Niemand, der nicht den leichten und den schweren Pflug kennengelernt hat, darf seine Hand an Gottes Pflugschar legen und seine Furche durch andere Menschenherzen ziehen. Denn nur ein solcher kann es mit Verständnis und Ehrfurcht vor seelischer Pein tun; nur er hat durch schmerzliche Erfahrung gelernt, daß Gottes Pflug, auch wenn er durch die Hand der ewigen Liebe gesteuert wird, oft sehr lange wieder und wieder und (so leid es Gott selber tut) schmerzlich tief pflügen muß. Das Entscheidende (für Gott und unsere Seele) ist ja nicht, ob das Feld ein oder mehrere Jahre lang etwas Unkraut unter dem Weizen trägt; das Entscheidende ist der Schlußerfolg unserer Konversion: ob das, was zuletzt geerntet wird, für wert erachtet wird, in die Scheunen gesammelt, oder verurteilt wird, ins Feuer geworfen zu werden als nutzloses, wenn vielleicht auch munter blühendes Unkraut.
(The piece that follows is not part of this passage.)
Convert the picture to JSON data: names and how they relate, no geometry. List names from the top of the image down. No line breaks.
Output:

Lieber einen brennenden Schmerz aushalten, wenn der Prozeß sich entwickelt: zu konvertieren sowohl mit dem Denken als auch mit dem Herzen; ein Prozeß, der bedeutet: sowohl katholisch zu werden als auch Christ zu werden bis zur letzten Fiber seines Lebens. Dieser Prozeß läßt sich Zeit (niemand weiß vorher, wie lange), und er kann viel Leid bringen (niemand weiß vorher, wieviel), weil Gottes Pflug das Kreuz ist.
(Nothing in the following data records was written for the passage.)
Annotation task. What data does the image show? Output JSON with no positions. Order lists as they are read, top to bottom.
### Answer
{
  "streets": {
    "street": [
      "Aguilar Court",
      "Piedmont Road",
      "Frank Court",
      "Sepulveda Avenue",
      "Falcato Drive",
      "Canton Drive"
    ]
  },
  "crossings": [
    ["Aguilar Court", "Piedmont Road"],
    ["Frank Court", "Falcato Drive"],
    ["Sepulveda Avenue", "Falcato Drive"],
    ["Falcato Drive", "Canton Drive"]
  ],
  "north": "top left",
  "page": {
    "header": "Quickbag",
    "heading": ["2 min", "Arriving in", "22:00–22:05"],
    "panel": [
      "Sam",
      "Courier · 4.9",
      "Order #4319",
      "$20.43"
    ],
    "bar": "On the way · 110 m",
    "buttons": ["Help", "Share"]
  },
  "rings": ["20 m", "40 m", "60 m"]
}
Hat man dies nicht gewußt, als man unter uns missionierte? Warum sagte man uns nicht vorher, daß Katholizismus nicht nur die Religion der Kirche, sondern auch die des Kreuzes ist? Wir müssen selbst die bittere Erfahrung machen. Aber das Kreuz wurde für uns zum Zeichen, daß der Katholizismus das wahre Christentum ist. Vielleicht war es gut, daß eine durchbohrte Hand es damals im Anfang vor unseren Augen verborgen hat, bis der Heilige Geist der Kirche uns reif machte, es durch diese klaffende Wunde zu ahnen.
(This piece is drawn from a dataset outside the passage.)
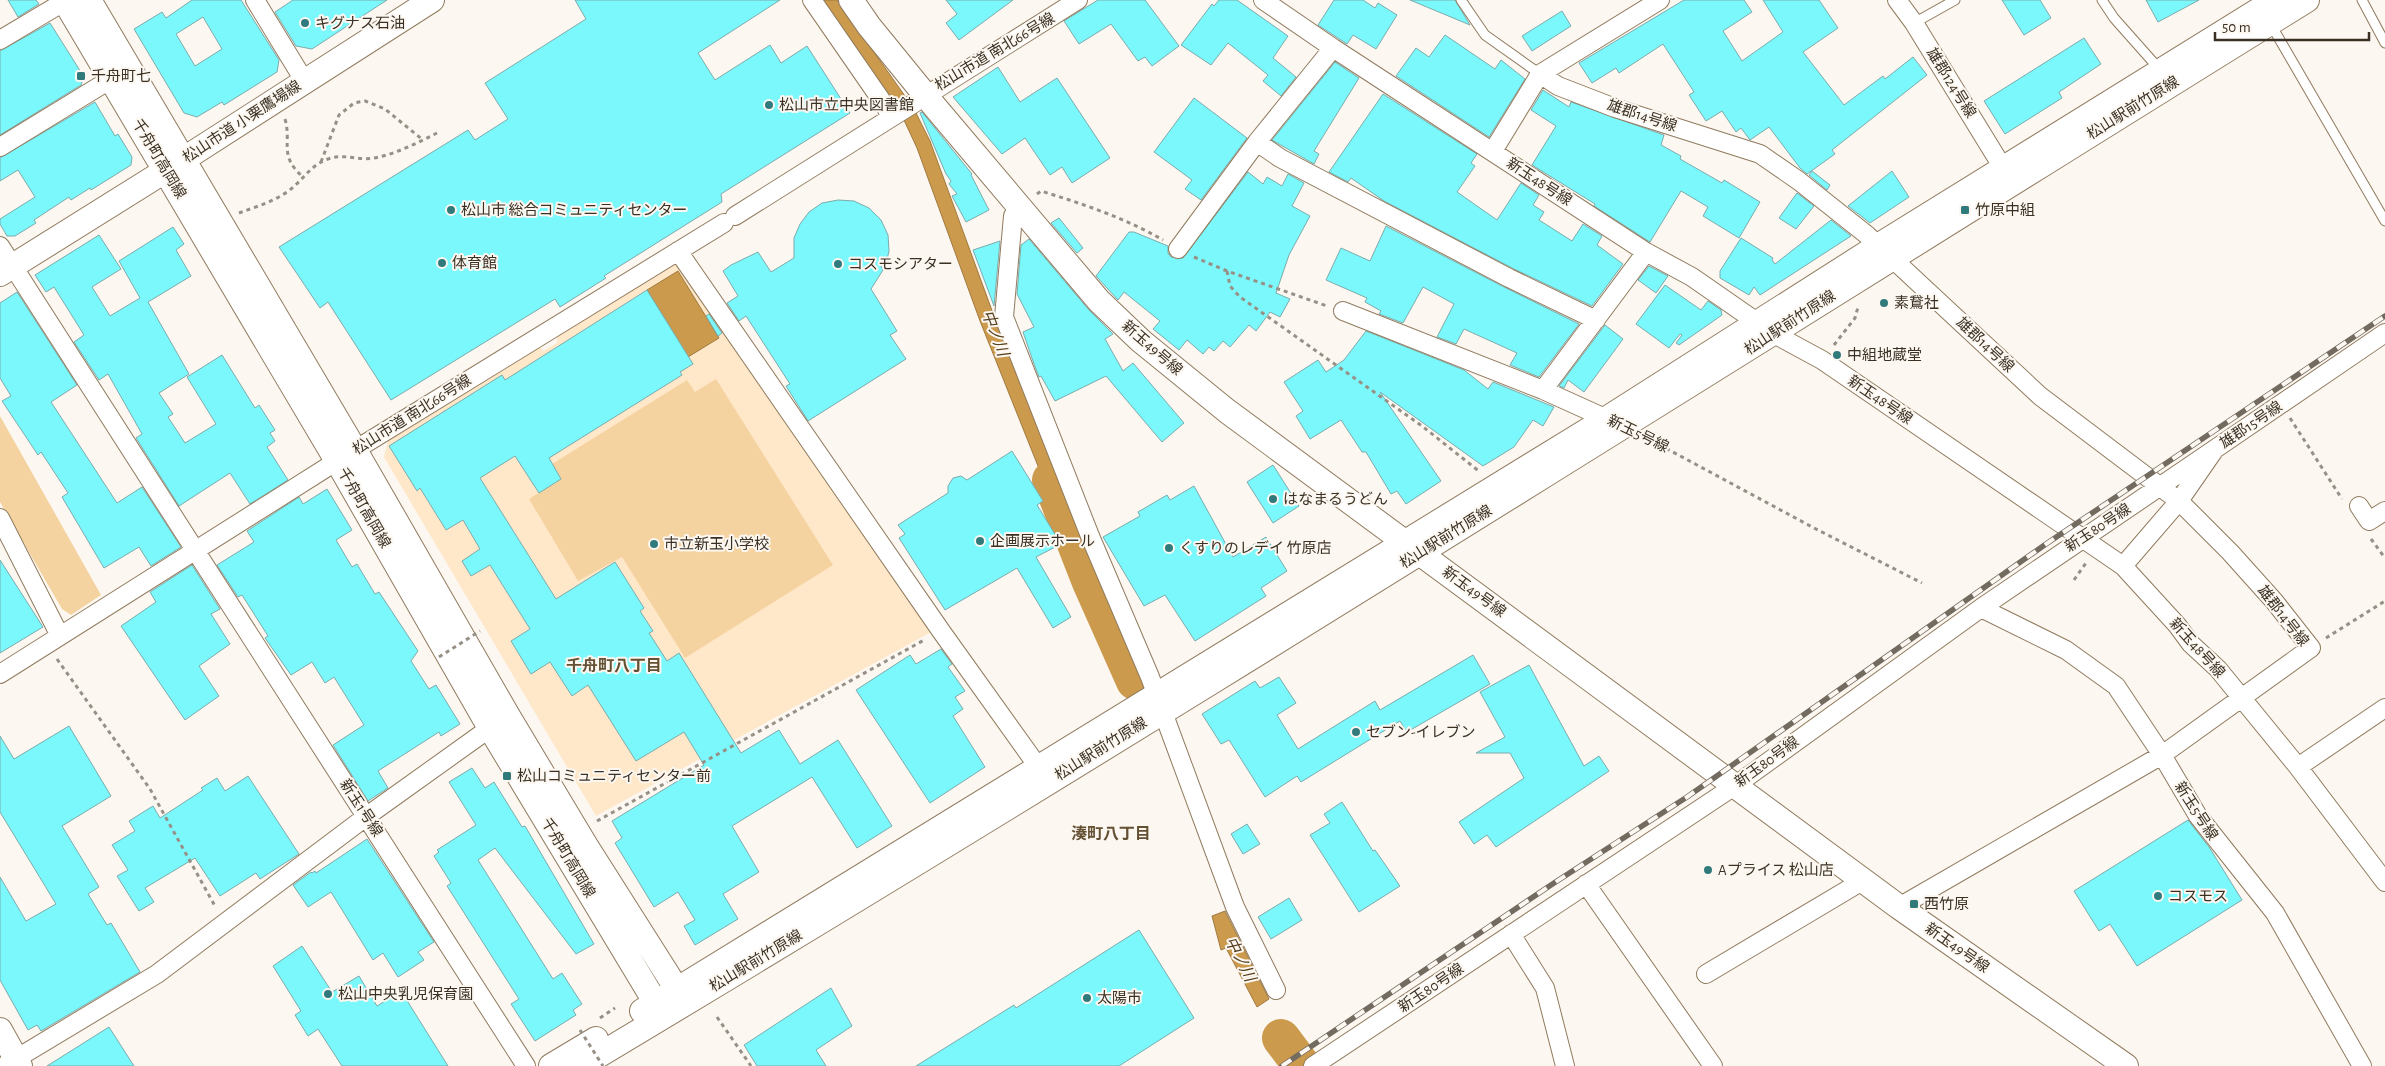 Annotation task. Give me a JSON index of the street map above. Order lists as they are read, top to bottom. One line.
{"streets":{"street":["松山市道 南北66号線","雄郡124号線","松山駅前竹原線","雄郡14号線","松山市道 小栗鷹場線","千舟町高岡線","新玉48号線","新玉49号線","雄郡15号線","新玉5号線","新玉80号線","新玉1号線"]},"crossings":[["松山市道 南北66号線","千舟町高岡線"],["松山市道 南北66号線","新玉49号線"],["松山市道 南北66号線","新玉1号線"],["雄郡124号線","松山駅前竹原線"],["松山駅前竹原線","雄郡14号線"],["松山駅前竹原線","千舟町高岡線"],["松山駅前竹原線","新玉48号線"],["松山駅前竹原線","新玉49号線"],["松山駅前竹原線","新玉5号線"],["雄郡14号線","新玉48号線"],["雄郡14号線","新玉49号線"],["雄郡14号線","雄郡15号線"],["雄郡14号線","新玉5号線"],["雄郡14号線","新玉80号線"],["松山市道 小栗鷹場線","千舟町高岡線"],["松山市道 小栗鷹場線","新玉1号線"],["新玉48号線","雄郡15号線"],["新玉48号線","新玉80号線"],["新玉49号線","新玉80号線"],["雄郡15号線","新玉80号線"],["新玉5号線","新玉80号線"]],"districts":["千舟町八丁目","湊町八丁目"],"water":["中ノ川"],"places":{"other":["キグナス石油","松山市立中央図書館","松山市 総合コミュニティセンター","体育館","コスモシアター","素鵞社","中組地蔵堂","はなまるうどん","企画展示ホール","市立新玉小学校","くすりのレデイ 竹原店","セブン-イレブン","Aプライス 松山店","コスモス","松山中央乳児保育園","太陽市"],"transit":["千舟町七","竹原中組","松山コミュニティセンター前","西竹原"]},"scale_bar":"50 m"}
Wir nichtlateinischen Völker sind vom Katholizismus so weit abgekommen, daß Konversion für uns nicht bloß eine dogmatische und historische Rechenschaft bedeutet, die abgelegt werden muß, sondern eine Änderung unserer ganzen Mentalität, jeder Fiber in unserem Gemüt – ein Wort, das die Lateiner überhaupt nicht besitzen. Sie können sich darüber ärgern, sie können uns deshalb Vorwürfe machen, aber es ist so. Der Lateiner (hauptsächlich in Spanien und Italien, aber auch in Frankreich und Belgien) kannte Religion, um nicht von Christus-Religion zu reden, nie auf eigene Faust und aus eigener Verantwortlichkeit der Bibel gegenüber. Darum versteht er auch nur schwer, daß es für uns das Kreuz bedeutet: unser persönlich teuer erkämpftes biblisches Christus-Verhältnis für Christus in der Kirche, Christus im Amt, Christus in den Sakramenten und in der Liturgie einzutauschen. Er versteht nicht die Belastungsprobe, die für uns eintritt, wenn – sobald das Philosophisch-Dogmatische für uns eine Selbstverständlichkeit geworden ist – erst noch das Problem auftaucht, sowohl Katholik als auch persönlicher Christ zu sein – um nichts geringer persönlich und christlich als früher –, also weder Katholik zu sein nur als intellektuelles Korrektiv zu unserem bisherigen Christentum, noch ein Christ zu sein, der das Katholische als etwas Aufgepfropftes empfindet, sondern das Christsein und das Katholischsein in einer unteilbaren Persönlichkeit, verschmolzen mit unserem nichtlateinischen Menschentum und unserer Kultur.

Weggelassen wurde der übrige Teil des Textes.